"Ah, mas esse menino é a sua cara escrita".
Ele preferia ouvir "sua cara desenhada", já que era Diretor de Arte.
De qualquer forma, perceber que a cada dia seu rebento confirmava em aparência e trejeitos a quem tinha "puxado", enchia Antonio de orgulho.
O pequeno Lionel seria criado na rígida cartilha da família, onde os varões cedo aprendiam a fazer tudo com as próprias mãos.
Não "tarefas de mulher" como cozinhar, cerzir ou decorar, mas coisas de macho como talhar madeira, puxar fiação, até rebocar parede se fosse preciso.
Foi assim desde seu tatara-tataravô e não seria Antonio que amoleceria.
Por isso, foi com um misto de decepção e temor que Antonio soube por sua esposa da primeira fraqueza demonstrada por Lionelzinho: o medo de plantas.
Peralá, eu ouvi direito?
Sim, medo de plantas.
Não de cachorro, rato ou qualquer outro animal doméstico que pudesse, com alguma mordida ou arranhão, constituir uma real ameaça a um bebê.
Era o medo inexplicável de plantas que assombrava aquela pequena alma.
Mais especificamente de um buchinho, espécie das mais "fofinhas" dentro do reino vegetal, inofensiva se comparada a um feroz comigo-ninguém-pode, aterrorizantes plantas carnívoras ou mesmo a uma rosa, com seu caule espinhoso.
Com Lionelzinho no colo, Antonio procedeu a uma série de testes "in loco" para saber se aquilo não era delírio da patroa.
E não teve que chegar muito perto do vaso do buchinho para se confirmar o que temia: o bebê virou seu rosto e se encolheu todo junto ao peito de Antonio, abrindo um comovente berreiro de pânico.

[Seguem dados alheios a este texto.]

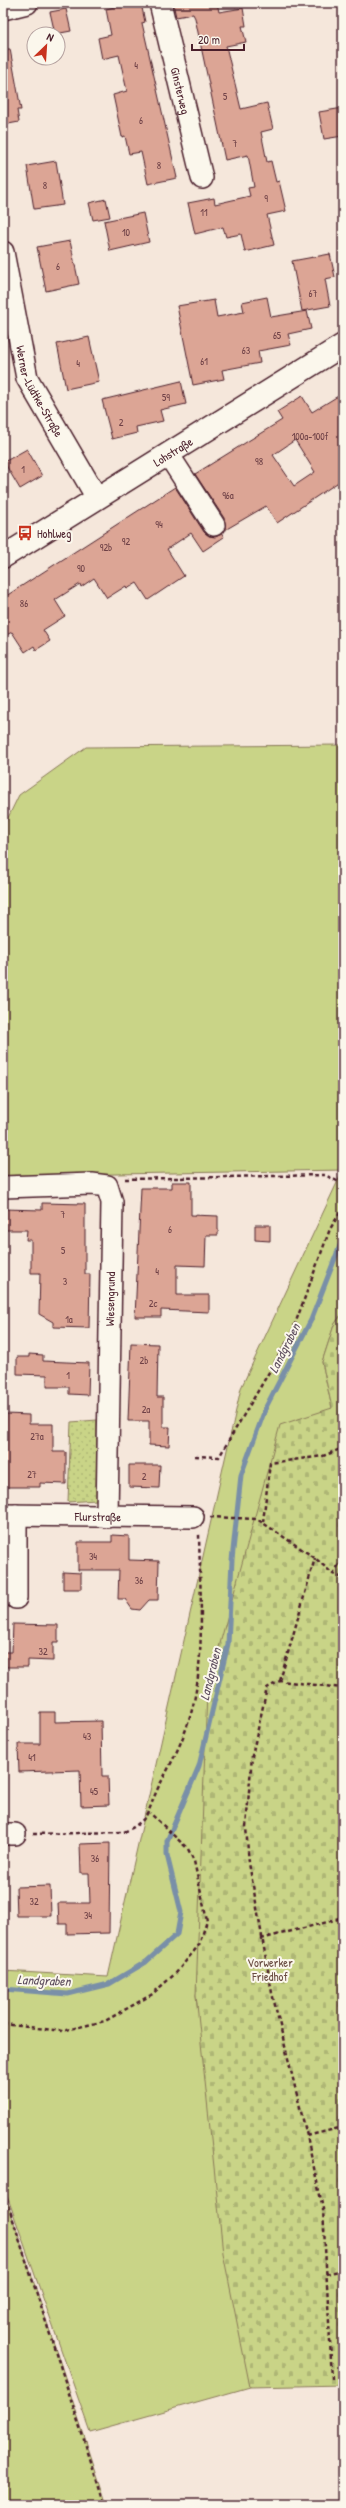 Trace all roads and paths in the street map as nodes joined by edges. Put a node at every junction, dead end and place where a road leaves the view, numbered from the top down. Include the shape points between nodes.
1 (27, 3) edge
2 (160, 3) edge
3 (3, 9) edge
4 (202, 178) dead end
5 (3, 252) edge
6 (343, 345) edge
7 (168, 454) junction
8 (97, 498) junction
9 (214, 525) dead end
10 (3, 557) edge
11 (343, 1184) edge
12 (107, 1186) junction
13 (3, 1187) edge
14 (343, 1208) edge
15 (343, 1448) edge
16 (195, 1456) dead end
17 (9, 1515) edge
18 (107, 1517) junction
19 (216, 1517) dead end
20 (263, 1522) junction
21 (196, 1524) joint
22 (315, 1558) junction
23 (343, 1558) edge
24 (333, 1574) junction
25 (343, 1578) edge
26 (16, 1598) dead end
27 (280, 1681) junction
28 (343, 1688) edge
29 (150, 1813) junction
30 (9, 1834) edge
31 (343, 1918) edge
32 (261, 1939) junction
33 (3, 2024) edge
34 (343, 2127) edge
35 (307, 2136) junction
36 (4, 2192) dead end
37 (343, 2270) edge
38 (326, 2274) junction
39 (332, 2379) dead end
40 (105, 2505) edge

1 - 3 street
2 - 4 street, Ginsterweg
5 - 8 street, Werner-Lüdtke-Straße via 27,378
6 - 7 main road, Lohstraße
7 - 8 main road, Lohstraße
7 - 9 street
8 - 10 main road, Lohstraße
11 - 12 path via 325,1175 117,1180
12 - 13 street via 92,1184
12 - 18 street, Wiesengrund via 112,1202
14 - 16 path via 330,1229 291,1335 219,1457
15 - 20 path via 323,1456 270,1463
17 - 18 street, Flurstraße
17 - 26 street
18 - 21 street, Flurstraße
19 - 20 path via 257,1519
20 - 22 path
21 - 29 path via 201,1607 196,1687 184,1734 153,1799
22 - 24 path
22 - 27 path
23 - 24 path
24 - 25 path
27 - 28 path
27 - 32 path via 267,1688 252,1756 246,1827 248,1863
29 - 30 path via 124,1832
29 - 33 path via 188,1848 194,1861 207,1921 199,1946 151,1995 104,2021 62,2031
31 - 32 path
32 - 35 path
34 - 35 path
35 - 38 path via 322,2209
36 - 40 path
37 - 38 path
38 - 39 path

No que o pai quase o acompanhou, pois era grande sua tristeza ao ver solapado o orgulho de uma linhagem inteira de homens, acostumados a enfrentar incólumes toda sorte de revezes e ameaças.
Mas momentos de dor também podem ser de clarividência.
Num átimo, Antonio recolheu a lágrima que ameaçava cair, se aprumou e entendeu seu papel de pai.
Ele não colocaria uma pedra sobre aquele assunto.
Não deixaria o medo do seu filho virar fofoca de familia ou motivo de chacota.
Também não confiaria a um psicólogo a solução - psicologia, meu filho, é para os fracos.
Antonio resolveria a seu modo, que foi o modo do seu pai e do seu avô: com as próprias mãos.
Aproximou-se do vaso do buchinho e, segurando a mão do menino, a fez resvalar na planta seguidamente, demonstrando o quão suave era o contato com a natureza.
A cara de choro que já se afigurava imediatamente se desvaneceu, dando lugar a um sorriso epifânico de que só uma criança em sua inocência é capaz.
Lionel afastou os galhos do buchinho como se descortinasse um pequeno portal dentro do seu mundo de faz de conta.
Onde os demônios se revertem em anjos caídos para preparar o final feliz.
Mas o desfecho não encantou mais ao menino do que ao seu pai.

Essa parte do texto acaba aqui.